Monday, April 12, 2010

The task is impossible

The United States leadership has asked its troops in Afghanistan to do the impossible. There is no way to win a fight in which no one is on your side. Suppression in a place that you do not intend to occupy forever is futile and ineffective. The Soviet Union with much less restrictive rules of engagement was unable to subdue the population of Afghanistan. The nature of War makes the task of winning hearts and minds just as impossible.

Witness this morning's tragic events near Kandahar. Young coalition soldiers, in an extremely violent area, that almost exclusively does not speak their language, nor share their cultural reference points, are going to be trigger happy. In a situation where the fear of kill or be killed is omnipresent, it is inevitable.

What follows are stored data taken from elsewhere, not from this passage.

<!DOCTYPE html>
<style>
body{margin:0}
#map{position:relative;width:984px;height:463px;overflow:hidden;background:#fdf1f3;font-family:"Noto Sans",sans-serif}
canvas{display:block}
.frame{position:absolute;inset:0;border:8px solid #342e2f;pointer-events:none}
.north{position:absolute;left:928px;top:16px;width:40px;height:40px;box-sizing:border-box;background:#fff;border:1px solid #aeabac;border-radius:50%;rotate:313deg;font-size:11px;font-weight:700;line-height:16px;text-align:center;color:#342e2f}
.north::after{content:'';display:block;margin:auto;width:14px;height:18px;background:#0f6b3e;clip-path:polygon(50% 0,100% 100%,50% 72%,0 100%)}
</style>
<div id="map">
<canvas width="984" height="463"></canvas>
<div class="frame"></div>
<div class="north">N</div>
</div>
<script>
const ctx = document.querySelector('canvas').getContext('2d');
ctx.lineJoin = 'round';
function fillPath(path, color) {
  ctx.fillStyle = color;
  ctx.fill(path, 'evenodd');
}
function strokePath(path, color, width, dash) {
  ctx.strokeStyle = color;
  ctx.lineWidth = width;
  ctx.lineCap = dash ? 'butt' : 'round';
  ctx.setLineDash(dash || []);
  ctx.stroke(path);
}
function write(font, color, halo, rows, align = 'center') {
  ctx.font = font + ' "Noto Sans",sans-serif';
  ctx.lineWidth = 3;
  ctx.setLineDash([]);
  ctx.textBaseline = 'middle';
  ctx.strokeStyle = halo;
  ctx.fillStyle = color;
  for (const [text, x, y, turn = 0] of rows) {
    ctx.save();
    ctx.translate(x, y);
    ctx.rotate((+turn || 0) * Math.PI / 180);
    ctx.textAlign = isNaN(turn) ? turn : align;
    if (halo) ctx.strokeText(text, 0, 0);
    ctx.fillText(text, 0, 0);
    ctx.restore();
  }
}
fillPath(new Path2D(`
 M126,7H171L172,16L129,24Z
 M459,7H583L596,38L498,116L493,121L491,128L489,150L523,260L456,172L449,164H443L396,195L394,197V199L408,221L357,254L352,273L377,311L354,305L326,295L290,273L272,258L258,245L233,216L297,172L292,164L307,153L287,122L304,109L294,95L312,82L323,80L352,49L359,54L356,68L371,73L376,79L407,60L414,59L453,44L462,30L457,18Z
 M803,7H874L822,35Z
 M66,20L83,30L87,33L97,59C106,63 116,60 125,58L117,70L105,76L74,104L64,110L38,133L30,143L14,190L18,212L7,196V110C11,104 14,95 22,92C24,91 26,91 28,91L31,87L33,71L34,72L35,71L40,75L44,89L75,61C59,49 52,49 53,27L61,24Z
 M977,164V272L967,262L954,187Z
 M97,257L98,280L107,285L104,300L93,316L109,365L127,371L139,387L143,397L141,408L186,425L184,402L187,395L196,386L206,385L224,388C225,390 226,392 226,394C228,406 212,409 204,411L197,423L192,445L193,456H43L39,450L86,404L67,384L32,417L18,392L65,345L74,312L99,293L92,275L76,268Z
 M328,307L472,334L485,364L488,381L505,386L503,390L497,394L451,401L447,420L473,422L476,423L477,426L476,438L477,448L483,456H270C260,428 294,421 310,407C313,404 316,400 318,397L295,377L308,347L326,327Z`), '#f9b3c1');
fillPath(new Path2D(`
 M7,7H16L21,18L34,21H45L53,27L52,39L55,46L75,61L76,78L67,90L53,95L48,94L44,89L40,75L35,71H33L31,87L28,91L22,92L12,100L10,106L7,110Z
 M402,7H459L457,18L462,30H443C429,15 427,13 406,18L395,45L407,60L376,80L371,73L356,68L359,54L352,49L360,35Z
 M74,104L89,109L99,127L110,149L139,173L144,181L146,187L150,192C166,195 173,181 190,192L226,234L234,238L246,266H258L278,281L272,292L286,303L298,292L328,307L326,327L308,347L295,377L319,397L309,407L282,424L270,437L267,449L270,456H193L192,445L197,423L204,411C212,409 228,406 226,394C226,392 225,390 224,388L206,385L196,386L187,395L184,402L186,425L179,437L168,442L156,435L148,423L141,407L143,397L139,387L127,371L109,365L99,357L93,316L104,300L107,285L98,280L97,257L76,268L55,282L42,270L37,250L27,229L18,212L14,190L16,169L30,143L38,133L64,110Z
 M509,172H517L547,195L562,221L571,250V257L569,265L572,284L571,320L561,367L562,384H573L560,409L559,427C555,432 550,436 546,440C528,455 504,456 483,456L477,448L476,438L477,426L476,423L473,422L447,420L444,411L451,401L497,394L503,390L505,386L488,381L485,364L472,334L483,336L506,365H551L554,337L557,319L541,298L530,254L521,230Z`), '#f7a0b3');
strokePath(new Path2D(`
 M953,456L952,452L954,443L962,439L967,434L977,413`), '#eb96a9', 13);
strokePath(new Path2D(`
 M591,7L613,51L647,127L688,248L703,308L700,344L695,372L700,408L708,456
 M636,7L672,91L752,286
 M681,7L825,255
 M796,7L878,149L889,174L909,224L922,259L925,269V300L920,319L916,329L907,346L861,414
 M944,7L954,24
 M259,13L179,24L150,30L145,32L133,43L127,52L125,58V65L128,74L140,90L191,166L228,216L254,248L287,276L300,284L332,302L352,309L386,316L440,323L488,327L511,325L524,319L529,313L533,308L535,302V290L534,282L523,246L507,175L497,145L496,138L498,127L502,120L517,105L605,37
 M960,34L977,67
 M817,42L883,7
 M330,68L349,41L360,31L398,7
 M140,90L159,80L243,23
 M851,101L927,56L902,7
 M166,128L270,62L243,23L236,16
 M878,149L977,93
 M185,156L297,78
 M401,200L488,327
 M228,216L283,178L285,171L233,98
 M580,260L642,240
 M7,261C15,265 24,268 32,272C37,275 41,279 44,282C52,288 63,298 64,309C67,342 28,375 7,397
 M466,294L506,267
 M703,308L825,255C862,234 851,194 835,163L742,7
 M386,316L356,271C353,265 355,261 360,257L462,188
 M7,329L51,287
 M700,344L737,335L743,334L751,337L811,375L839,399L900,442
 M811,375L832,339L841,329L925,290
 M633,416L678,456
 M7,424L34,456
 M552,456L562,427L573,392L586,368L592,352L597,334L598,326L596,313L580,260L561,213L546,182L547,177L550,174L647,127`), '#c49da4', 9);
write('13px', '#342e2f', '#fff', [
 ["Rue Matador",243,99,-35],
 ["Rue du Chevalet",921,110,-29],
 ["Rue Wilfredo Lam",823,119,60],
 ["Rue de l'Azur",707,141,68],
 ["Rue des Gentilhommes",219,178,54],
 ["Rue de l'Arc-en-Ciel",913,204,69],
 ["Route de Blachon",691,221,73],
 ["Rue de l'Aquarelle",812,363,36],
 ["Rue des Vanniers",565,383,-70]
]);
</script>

Early this morning unidentified western troops fired on a passenger bus outside the city of Kandahar killing four civilians aboard and injuring eighteen others. The bus rapidly approached a military convoy from behind. Many of these soldiers serving in Afghanistan have lost friends and comrades to suicide bombers and improvised explosive devices. When the Afghani bus to did not respond to their Western gestures by which they meant stop; flares, flashlights and hand signals, the soldiers opened fire with deadly effect.

Just hours later three would-be suicide bombers launched an abortive attack on an intelligence-services compound in the city. No wonder coalition troops are so edgy. Two of the bombers died with out causing harm, the third was wounded and is being interrogated. Not surprisingly, the Los Angeles Times reports that following the deadly civilian bus incident more hearts and minds were lost, "As word of the shootings spread, protests erupted on the city's outskirts. Witnesses said demonstrators burned tires on the main road out of Kandahar and shouted slogans condemning both the United States and President Hamid Karzai."

There is no such thing as a winnable war. Obama should own up to this reality and withdraw from Afghanistan posthaste.